Para além disso, a literatura portuguesa, em virtude da sua situação geográfica num extremo de terra continental e circundado por mares (o Atlântico, os canais para o Norte, a confluência mediterrânica), acrescida do impulso civilizacional que impeliu o seu povo a descer pela África e a indagar das rotas dos oceanos Índico e Pacífico, contactando com as culturas locais e adentrando-se por terras que os ocidentais mal conheciam, revela também uma capacidade de aceitação das diferenças de sensibilidade étnica, tradicional e cultural que muito a enriquece e faz dela um conjunto de textos privilegiados para o entendimento das harmonias e desarmonias que marcam a evolução histórica da maioria das civilizações do planeta.

Cada literatura corresponde, porém, à expressão própria de uma cultura; cada literatura representa uma perspectiva específica, mas diferenciada, do mundo que a envolve, porque, se é certo que assume uma matriz cultural comum, essa matriz apresenta-se no entanto diversificada através das personalidades humanas que a concretizam (os seus escritores e pensadores), e refazem-se constantemente na reelaboração inventiva da insistência temática e da repetição dos sentimentos e emoções, que a evolução dos tempos e a habilidade psicológica e social não cessam de alterar, para dar origem ao paradigma que os estudos de História Literária designam pela relação "tradição/inovação". Nestas condições, a cultura portuguesa afina-se pela evolução, maioritária das literaturas românicas, conhecendo um período medieval marcado pela literatura trovadoresca (de corte), cujo expoente máximo é o rei D. Dinis, mas que conhece noutros poetas o dom do lirismo amoroso, expressivo da separação elegíaca, que encontramos na célebre cantiga da despedida, de João Roiz de Castelo Branco:

    "Senhora, partem tão tristes 
    Meus olhos por vós, meu bem, 
    Que nunca tão tristes vistes 
    Outros nenhuns por ninguém."

O rei D. Dinis e muitos outros poetas seus contemporâneos ("trovadores") cultivaram uma poesia muito semelhante à literatura de corte que floresceu em torno dos castelos franceses, com Jaufré Rudel e outros, e também aparentada ao dolce stil novo italiano de Guido Guinizelli; mas característica da literatura portuguesa é uma formulação poética contemporânea que coloca na voz da mulher a expressão dos sentimentos e emoções normalmente sempre comunicados pelo poeta masculino. Não se trata de mulheres-poetas; trata-se de poetas-homens que formulam na primeira pessoa a sensibilidade feminina tal como se ela se manifestasse directamente. Só na poesia árabe existem exemplos similares, nessa época, naschamadas hardjas, que porventura influenciaram estes textos portugueses, a que se deu o nome de "cantigas de amigo", isto é, poemas escritos por homens, mas onde a voz feminina canta o amor pelo homem amado.

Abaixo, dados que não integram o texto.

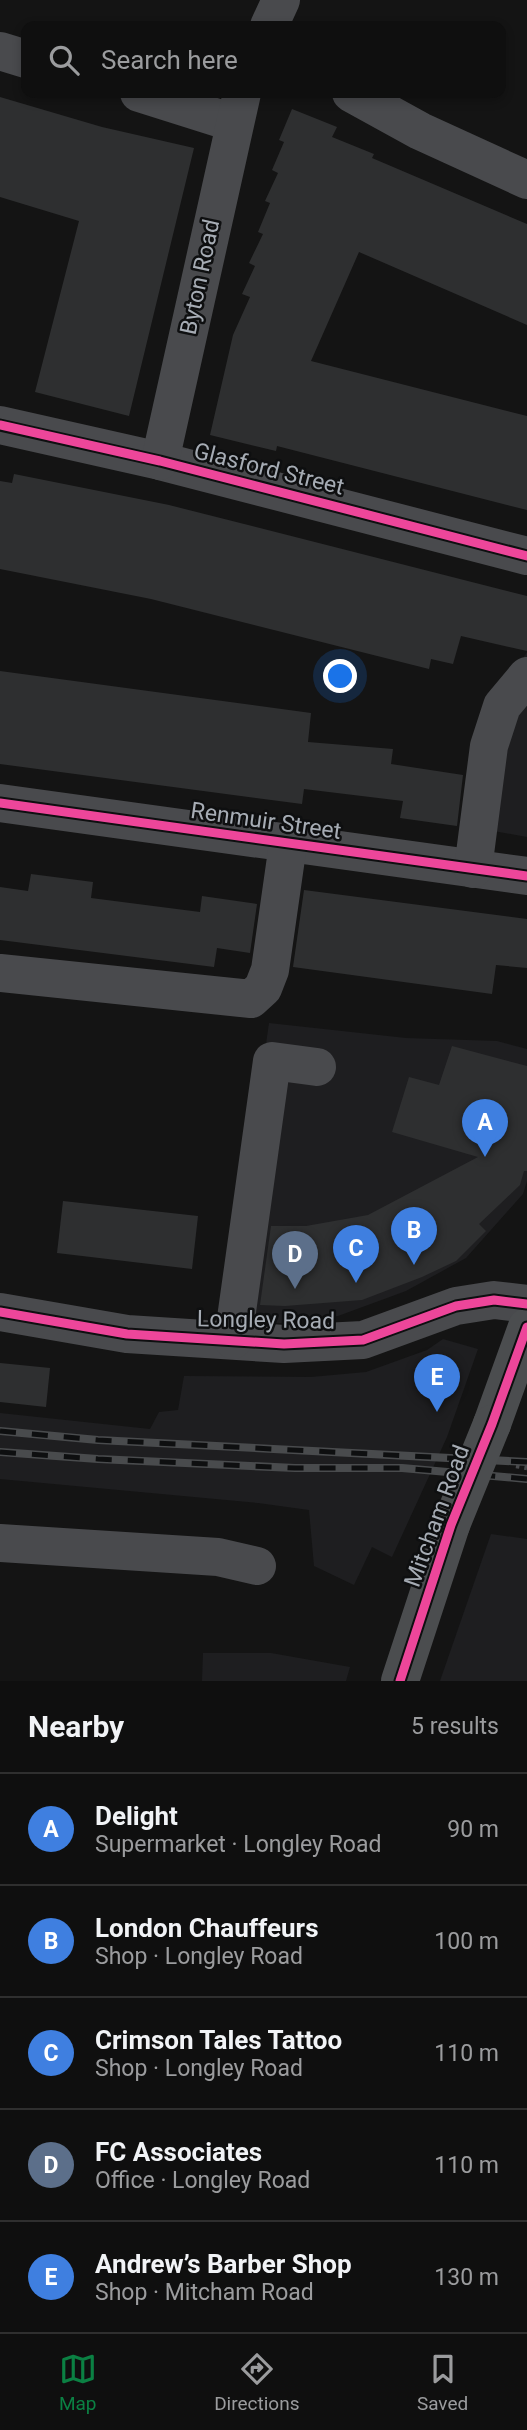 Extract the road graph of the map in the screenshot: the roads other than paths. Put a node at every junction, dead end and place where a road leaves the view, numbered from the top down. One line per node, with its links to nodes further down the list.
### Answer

Muito importante também é a sensibilidade de cariz popular que se desenvolve através do sistema económico comunal, que atribuiu às cidades ("comunas" ou "burgos") um urbanismo comercial que vem substituir o espírito feudal que marcou a Europa, mas que em Portugal quase não se fez sentir, a não ser na sua componente religiosa e poética, sobretudo por influência francesa. O espírito da cidade e de um novo tipo de relações entre os homens e os bens (o espírito da burguesia nascente), pelo que implica de acesso ao enriquecimento e de estabelecimento da diversidade, está ligado ao fortálecimento da sensibilidade historiográfica, que a obra de Fernão Lopes, narrando os factos sucedidos em vida do rei D. João I, fortemente faz sentir. Fernão Lopes é o escritor que dá voz às multidões, sugerindo o movimento das massas populares e que, na descrição de uma revolta na cidade de Lisboa, consegue fixar o comportamento dos conjuntos humanos no seu apoio às causas justas e no seu castigo à corrupção e à injustiça. Estas crónicas de emergência popular e colectiva estão na origem da nossa melhor historiografia, de Alexandre Herculano (século XIX, émulo de Michelet) a, no século XX, Jaime Cortesão e António Sérgio.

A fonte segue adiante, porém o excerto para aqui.